Genomic plasticity and somatic DNA transposases and nucleases in developmental cancers
Half of the human genome originates from mobile DNA elements, or transposons, but their contributions to human disease and physiology remain largely unexplored.
Our studies are focused on evolutionarily conserved and developmentally regulated domesticated DNA transposase-derived genes in humans, including their molecular biology, normal physiologic functions, and aberrant activities in human cancer. This work is predicated on the hypothesis that young-onset human cancers originate from the aberrant activities of domesticated transposase-derived genes and other nucleases. We aim to define the spectrum of their enzymatic activities, cellular targeting factors, regulatory functions, and genomic targets that include essential tumor suppressor and oncogenes. In particular, we recently discovered that PGBD5 is a domesticated DNA transposase that functions as an oncogenic mutator to promote site-specific genome rearrangements in childhood and young adult human solid tumors.
This has led to a new hypothesis in which defects in developmental somatic genome remodeling cause mutations that explain many early onset cancers in children and adults. Recently, we showed that Pgbd5 is required for childhood tumor development in vivo, as most Pgbd5-deficient mice are protected from medulloblastoma development. PGBD5 is a transposase-derived gene and its somatic mutagenesis offers a genetic mechanism for site-specific DNA rearrangements in young-onset solid tumors, including small cell carcinomas, neuroblastomas, Ewing sarcomas, rhabdomyosarcomas, and many other young-onset cancers that express PGBD5.

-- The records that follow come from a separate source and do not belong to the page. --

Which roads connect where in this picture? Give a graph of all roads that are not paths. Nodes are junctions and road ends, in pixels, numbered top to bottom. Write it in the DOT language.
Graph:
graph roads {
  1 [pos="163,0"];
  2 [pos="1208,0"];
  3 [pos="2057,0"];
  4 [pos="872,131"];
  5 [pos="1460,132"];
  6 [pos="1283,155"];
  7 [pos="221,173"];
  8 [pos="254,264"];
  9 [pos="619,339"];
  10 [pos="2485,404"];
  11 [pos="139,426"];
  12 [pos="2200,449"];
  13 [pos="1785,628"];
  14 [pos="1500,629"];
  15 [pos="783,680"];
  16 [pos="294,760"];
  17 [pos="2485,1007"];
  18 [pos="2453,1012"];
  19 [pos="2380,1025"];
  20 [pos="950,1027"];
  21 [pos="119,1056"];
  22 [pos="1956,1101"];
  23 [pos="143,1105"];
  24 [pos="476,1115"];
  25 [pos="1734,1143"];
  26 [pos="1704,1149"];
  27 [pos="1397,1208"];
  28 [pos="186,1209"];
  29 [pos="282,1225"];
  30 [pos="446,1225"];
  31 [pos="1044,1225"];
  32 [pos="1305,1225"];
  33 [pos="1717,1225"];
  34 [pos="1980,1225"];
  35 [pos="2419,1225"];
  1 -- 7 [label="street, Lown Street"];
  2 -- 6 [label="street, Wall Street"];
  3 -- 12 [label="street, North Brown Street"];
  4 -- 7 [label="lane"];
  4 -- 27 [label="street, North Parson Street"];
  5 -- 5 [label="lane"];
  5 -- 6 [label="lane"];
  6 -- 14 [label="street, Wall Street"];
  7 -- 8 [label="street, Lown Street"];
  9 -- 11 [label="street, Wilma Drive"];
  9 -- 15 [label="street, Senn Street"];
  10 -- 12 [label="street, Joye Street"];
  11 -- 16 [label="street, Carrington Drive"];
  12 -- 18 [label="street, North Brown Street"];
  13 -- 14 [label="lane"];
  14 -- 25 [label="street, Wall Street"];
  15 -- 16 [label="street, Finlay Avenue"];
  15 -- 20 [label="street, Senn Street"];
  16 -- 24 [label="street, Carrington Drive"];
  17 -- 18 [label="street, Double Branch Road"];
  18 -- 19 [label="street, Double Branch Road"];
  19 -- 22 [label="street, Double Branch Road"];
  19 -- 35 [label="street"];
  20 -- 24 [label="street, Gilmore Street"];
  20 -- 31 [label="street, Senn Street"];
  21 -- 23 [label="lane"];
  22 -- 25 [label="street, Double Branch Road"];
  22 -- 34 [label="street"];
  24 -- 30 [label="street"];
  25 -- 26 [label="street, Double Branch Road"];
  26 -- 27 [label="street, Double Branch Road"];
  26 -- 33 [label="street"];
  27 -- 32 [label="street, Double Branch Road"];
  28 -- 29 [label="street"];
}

Although we focus on the transposase-derived PGBD5 in initial studies, we propose that the principles and implications of somatic developmental mutators extend beyond cancer development. It is easy to imagine how similar molecules can provide molecular mechanisms for somatic genetic diversification during normal tissue development, and when dysregulated, cause somatic mutations which are increasingly being discovered as causes of sporadic human diseases.

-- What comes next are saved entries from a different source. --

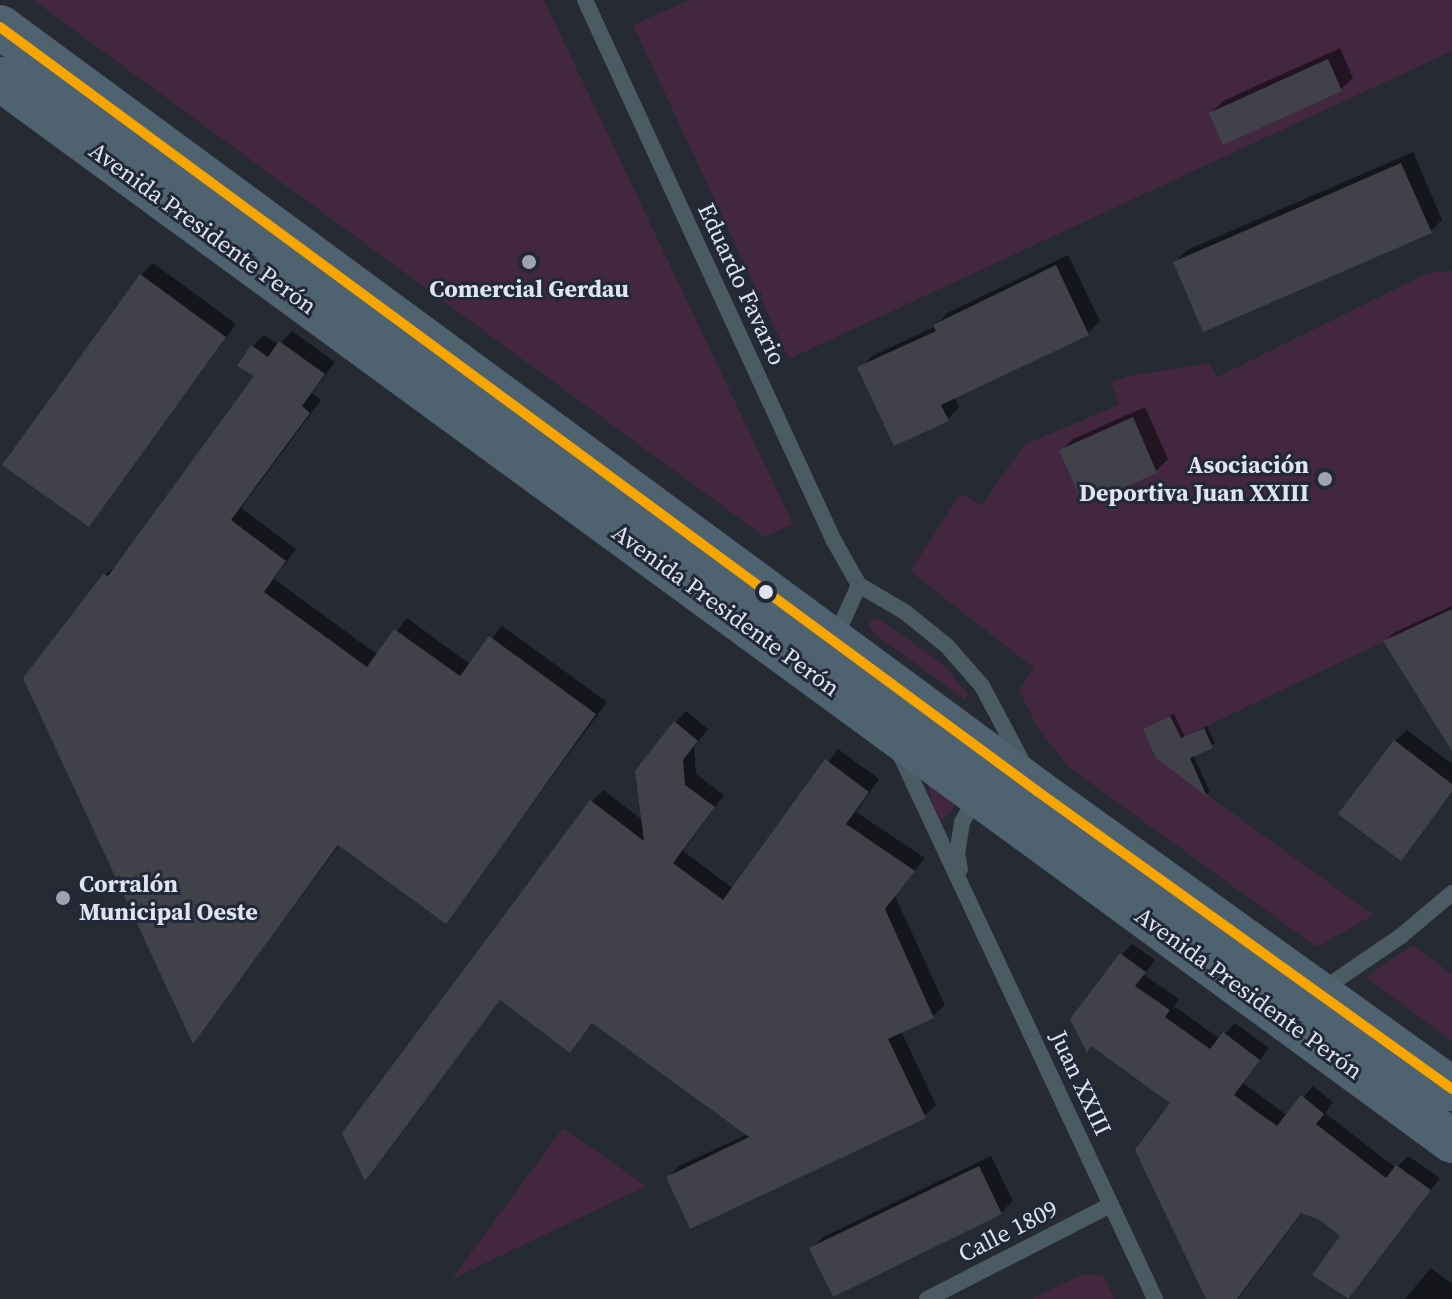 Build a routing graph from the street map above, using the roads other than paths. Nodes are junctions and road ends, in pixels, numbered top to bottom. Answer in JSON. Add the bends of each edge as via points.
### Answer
{"nodes":[{"id":1,"x":585,"y":0,"type":"edge"},
{"id":2,"x":0,"y":27,"type":"edge"},
{"id":3,"x":0,"y":79,"type":"edge"},
{"id":4,"x":859,"y":585,"type":"junction"},
{"id":5,"x":826,"y":659,"type":"junction"},
{"id":6,"x":982,"y":686,"type":"junction"},
{"id":7,"x":888,"y":728,"type":"junction"},
{"id":8,"x":985,"y":776,"type":"junction"},
{"id":9,"x":1037,"y":791,"type":"junction"},
{"id":10,"x":963,"y":886,"type":"junction"},
{"id":11,"x":1452,"y":893,"type":"edge"},
{"id":12,"x":1318,"y":993,"type":"junction"},
{"id":13,"x":1452,"y":1089,"type":"edge"},
{"id":14,"x":1452,"y":1141,"type":"edge"},
{"id":15,"x":1111,"y":1205,"type":"junction"},
{"id":16,"x":927,"y":1299,"type":"edge"},
{"id":17,"x":1155,"y":1299,"type":"edge"}],
"edges":[{"from":1,"to":4,"type":"lane","name":"Eduardo Favario"},
{"from":2,"to":5,"type":"main road","name":"Avenida Presidente Perón"},
{"from":3,"to":5,"type":"main road","name":"Avenida Presidente Perón"},
{"from":4,"to":5,"type":"lane"},
{"from":4,"to":6,"type":"lane","name":"Eduardo Favario","via":[[936,637]]},
{"from":5,"to":7,"type":"main road","name":"Avenida Presidente Perón"},
{"from":5,"to":8,"type":"main road","name":"Avenida Presidente Perón"},
{"from":6,"to":8,"type":"lane","via":[[991,726]]},
{"from":6,"to":9,"type":"lane","name":"Eduardo Favario"},
{"from":7,"to":8,"type":"main road","name":"Avenida Presidente Perón"},
{"from":7,"to":10,"type":"lane","name":"Juan XXIII"},
{"from":8,"to":9,"type":"main road","name":"Avenida Presidente Perón"},
{"from":8,"to":10,"type":"lane","name":"Juan XXIII","via":[[962,822],[957,854]]},
{"from":8,"to":14,"type":"main road","name":"Avenida Presidente Perón"},
{"from":9,"to":12,"type":"main road","name":"Avenida Presidente Perón"},
{"from":10,"to":15,"type":"lane","name":"Juan XXIII"},
{"from":11,"to":12,"type":"lane"},
{"from":12,"to":13,"type":"main road","name":"Avenida Presidente Perón"},
{"from":15,"to":16,"type":"lane","name":"Calle 1809"},
{"from":15,"to":17,"type":"lane","name":"Juan XXIII"}]}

Current projects leverage functional genomic tools for the investigation of somatic DNA rearrangements and genomic plasticity, providing functional insights into the natural history of tumor origins, evolution, and therapy response. Using single-molecule and single-cell genome sequencing, we are charting somatic genome structural variation in normal and cancer cells. Using chemical proteomics, we are defining cellular nuclease complexes and their regulatory factors, with an emphasis on translating these findings into rational targeted therapies for patients. Using pharmacologic approaches, we develop synthetic lethal and combination treatment strategies to develop precise therapies and advance them to clinical trials for patients.
In concert, we are investigating the mechanisms of developmental mutator-induced tumorigenesis in vivo using inducible and conditional transgenic mouse models, with a focus on the relationship between aberrant regulation of chromatin structure and developmentally controlled somatic genomic rearrangements in human cancers and childhood cancers in particular.